Correlative Raman–Voltage Microscopy Revealing the Localized Structure–Stress Relationship in Silicon Solar Cells

Abstract

Knowledge of localized strain at the micrometer scale is essential for tailoring the electrical and mechanical properties of ongoing thinning of crystal silicon (c-Si) solar cells. Thinning c-Si wafers below 110 μm are susceptible to cracking in manufacturing due to the nonuniform stress distribution at a micrometer region, necessitating a rigorous technique to reveal the localized stress distribution correlating with its device electrical output. In this context, a Raman microscopy integrated with a photovoltage mapping setup with high resolution to the submicrometer scale is developed to acquire correlative Raman–voltage of the localized physical properties at the microcracks on the rear side of c-Si solar cells. By integrating photoelectrical, mechanical, and theoretical simulations, we elucidated the evolution of the microcracks. The localized stresses cause significant electrical output degradation in c-Si solar cells.
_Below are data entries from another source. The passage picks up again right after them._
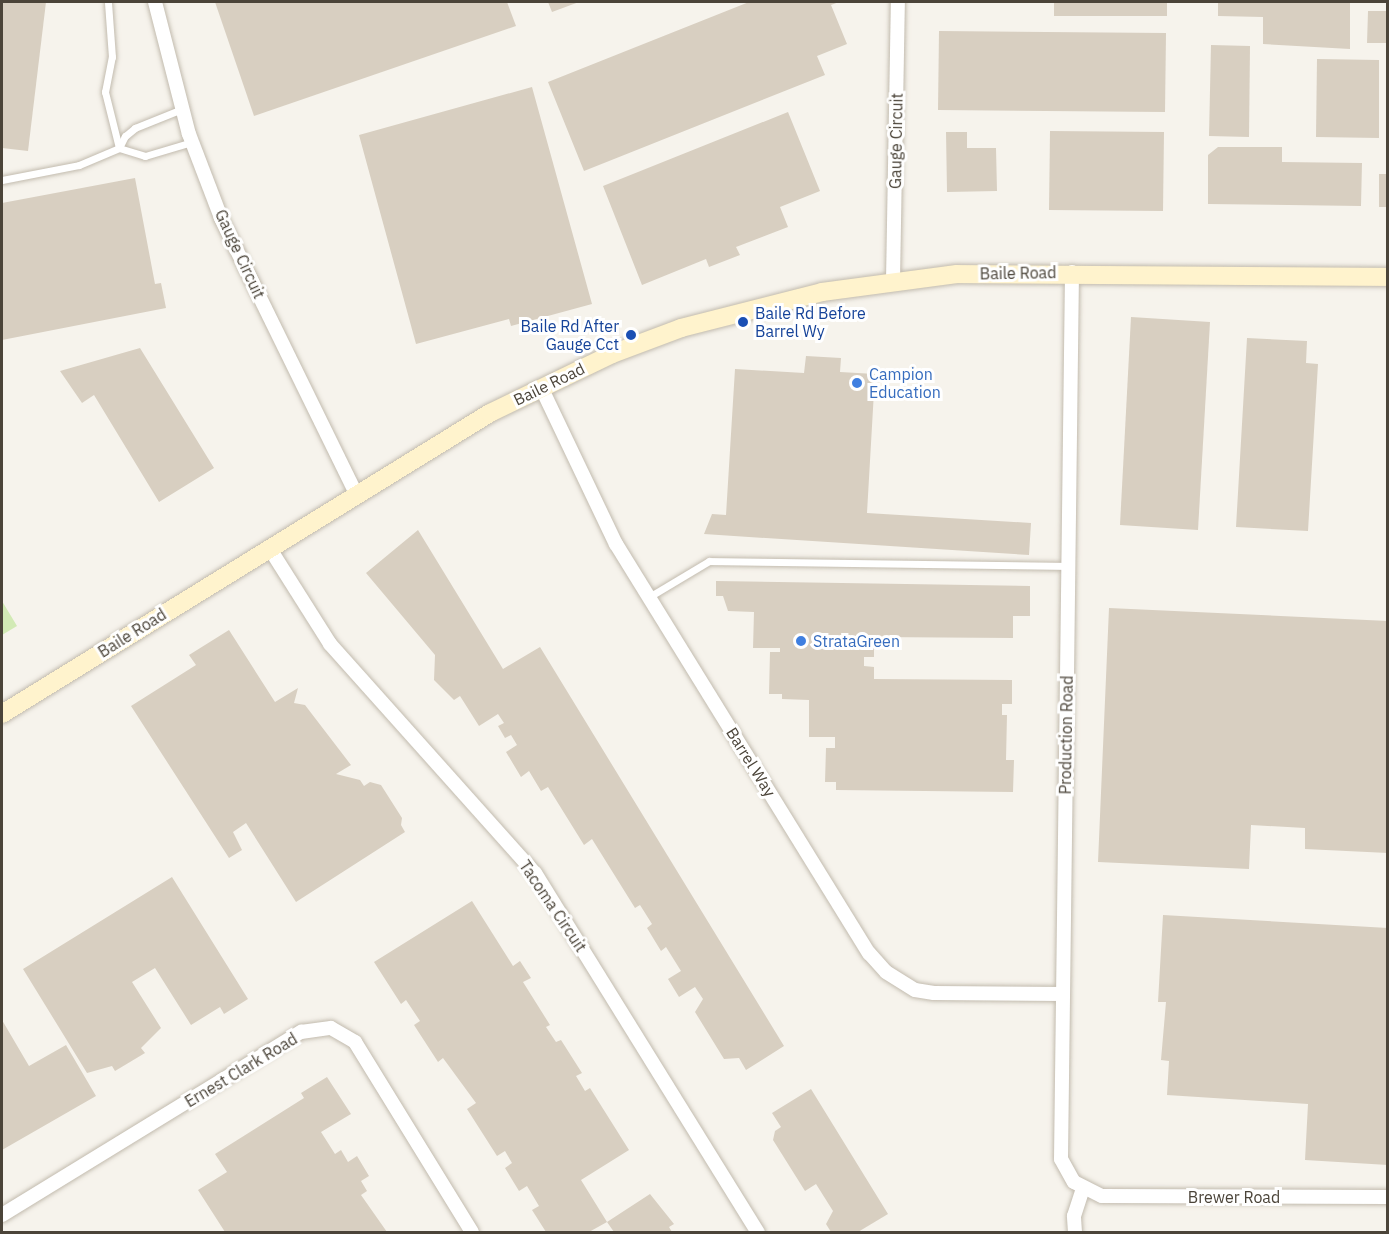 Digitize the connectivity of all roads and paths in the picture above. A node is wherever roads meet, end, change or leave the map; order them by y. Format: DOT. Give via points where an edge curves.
graph roads {
  1 [pos="108,2"];
  2 [pos="155,2"];
  3 [pos="898,2"];
  4 [pos="182,109"];
  5 [pos="192,142"];
  6 [pos="119,148"];
  7 [pos="2,180"];
  8 [pos="1072,272"];
  9 [pos="1388,277"];
  10 [pos="894,281"];
  11 [pos="541,387"];
  12 [pos="356,494"];
  13 [pos="270,549"];
  14 [pos="1068,566"];
  15 [pos="649,597"];
  16 [pos="2,714"];
  17 [pos="1062,994"];
  18 [pos="1083,1189"];
  19 [pos="1388,1197"];
  20 [pos="2,1215"];
  21 [pos="472,1233"];
  22 [pos="758,1233"];
  23 [pos="1075,1233"];
  1 -- 6 [label="lane" via="112,57 105,92"];
  2 -- 4 [label="street, Gauge Circuit"];
  3 -- 10 [label="street, Gauge Circuit"];
  4 -- 5 [label="street, Gauge Circuit"];
  4 -- 6 [label="lane" via="135,128"];
  5 -- 6 [label="lane" via="145,156"];
  5 -- 12 [label="street, Gauge Circuit" via="221,218"];
  6 -- 7 [label="lane" via="79,165"];
  8 -- 9 [label="street, Baile Road"];
  8 -- 10 [label="street, Baile Road" via="1002,272"];
  8 -- 14 [label="street, Production Road"];
  10 -- 11 [label="street, Baile Road" via="822,292 681,328"];
  11 -- 12 [label="street, Baile Road"];
  11 -- 15 [label="street, Barrel Way" via="602,516"];
  12 -- 13 [label="street, Baile Road"];
  13 -- 16 [label="street, Baile Road"];
  13 -- 22 [label="street, Tacoma Circuit" via="330,644 535,873"];
  14 -- 15 [label="lane" via="710,561"];
  14 -- 17 [label="street, Production Road"];
  15 -- 17 [label="street, Barrel Way" via="869,953 886,972 915,990 934,993"];
  17 -- 18 [label="street, Production Road" via="1059,1149 1067,1172"];
  18 -- 19 [label="street, Brewer Road" via="1119,1197"];
  18 -- 23 [label="street" via="1074,1216"];
  20 -- 21 [label="street, Ernest Clark Road" via="301,1032 331,1028 355,1042"];
} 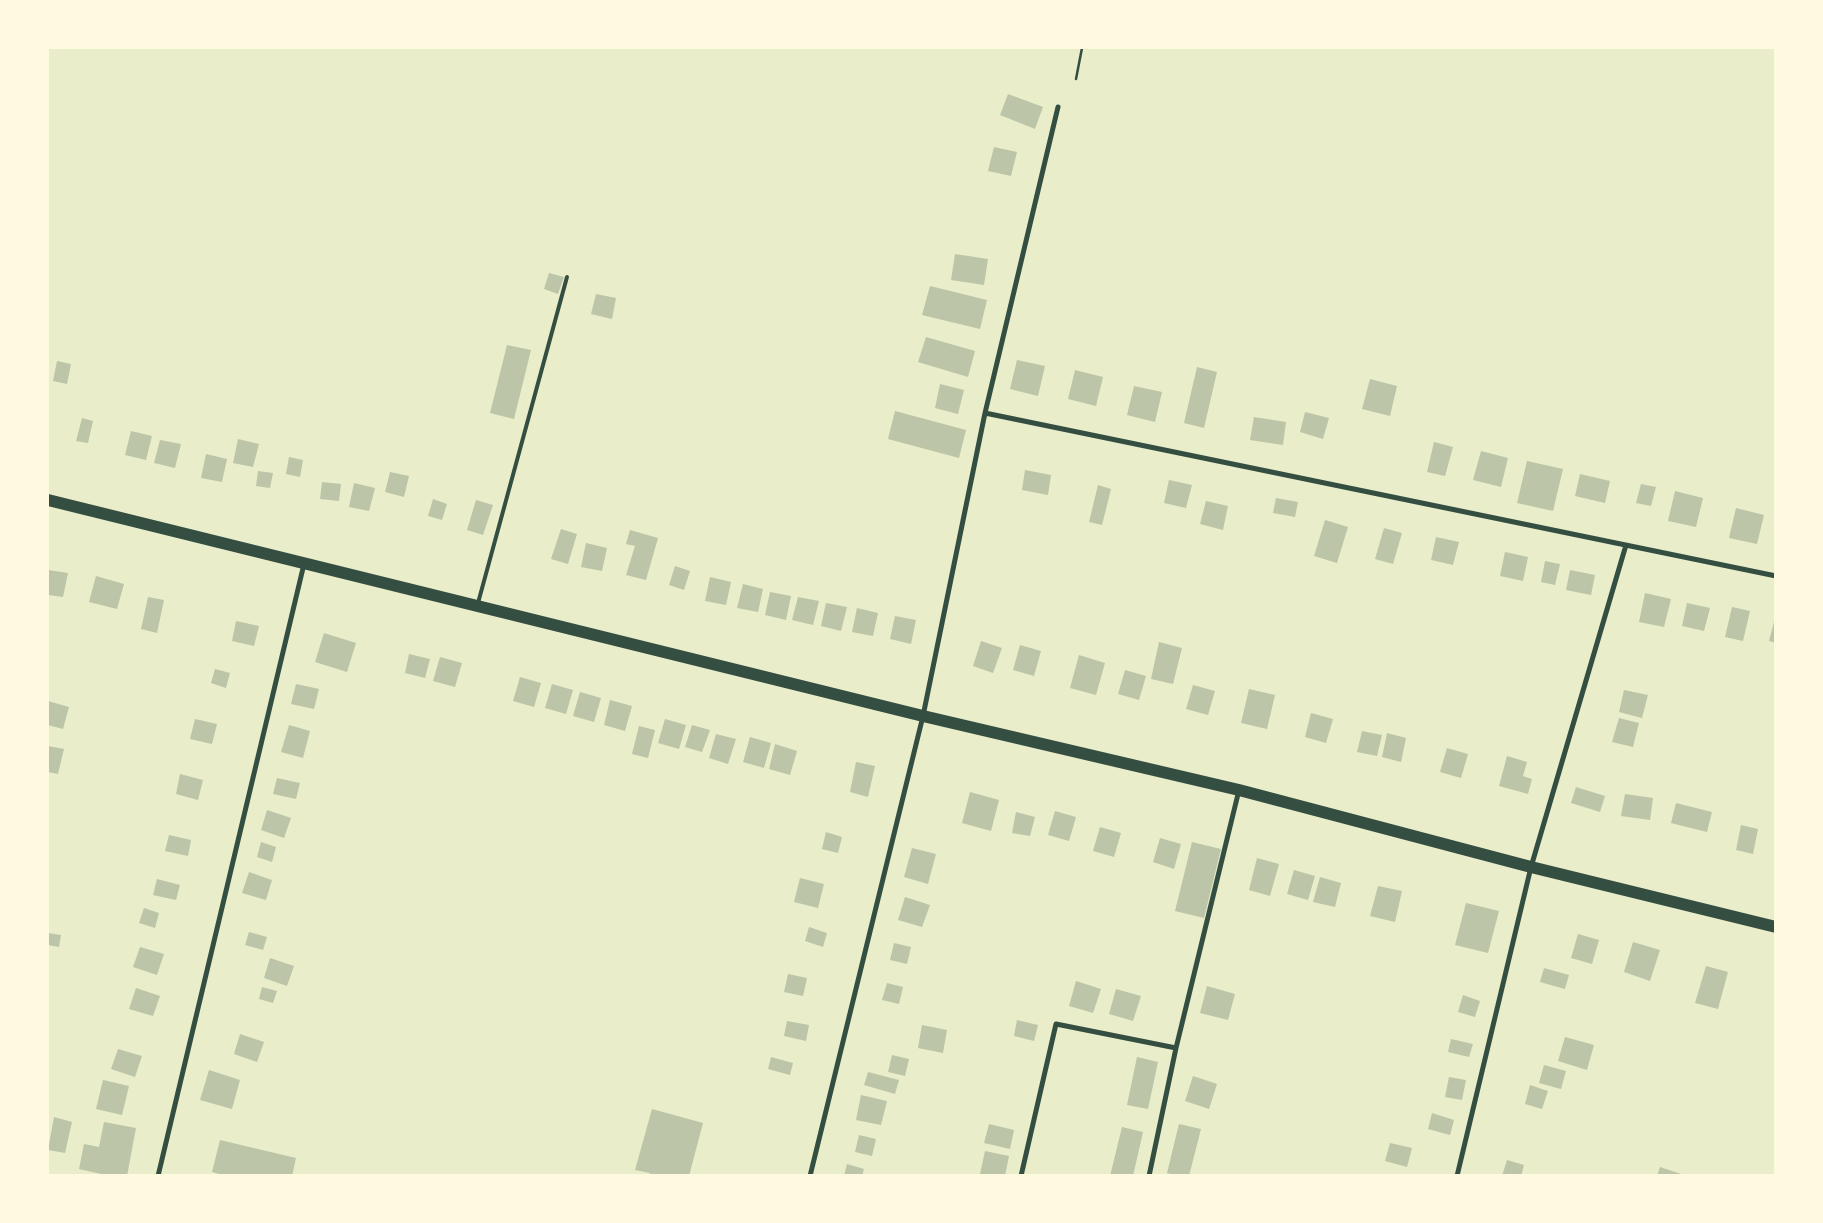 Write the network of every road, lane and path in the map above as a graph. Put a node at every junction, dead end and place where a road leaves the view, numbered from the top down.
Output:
1 (1082, 48) edge
2 (1076, 80) dead end
3 (1058, 107) dead end
4 (567, 277) dead end
5 (985, 413) junction
6 (48, 500) edge
7 (1626, 545) junction
8 (304, 563) junction
9 (1776, 576) edge
10 (477, 606) junction
11 (923, 716) junction
12 (1239, 790) junction
13 (1531, 867) junction
14 (1776, 927) edge
15 (1176, 1048) junction
16 (158, 1176) edge
17 (810, 1176) edge
18 (1021, 1176) edge
19 (1149, 1176) edge
20 (1457, 1176) edge

1 - 2 path
3 - 5 street
4 - 10 lane
5 - 7 street
5 - 11 street
6 - 8 main road
7 - 9 street
7 - 13 street
8 - 10 main road
8 - 16 street
10 - 11 main road
11 - 12 main road
11 - 17 street
12 - 13 main road
12 - 15 street
13 - 14 main road
13 - 20 street
15 - 18 street
15 - 19 street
In addition, theoretical simulations and experimental characterization indicate that the etched rear side acts as a more intense stress concentrator, resulting in an asymmetrical stress distribution between the rear and front sides of c-Si solar cells. This finding provides valuable insights into the origin of microcracks in c-Si solar cells and serves as a metrology tool for microscale mapping of strain-engineered photovoltaic modules.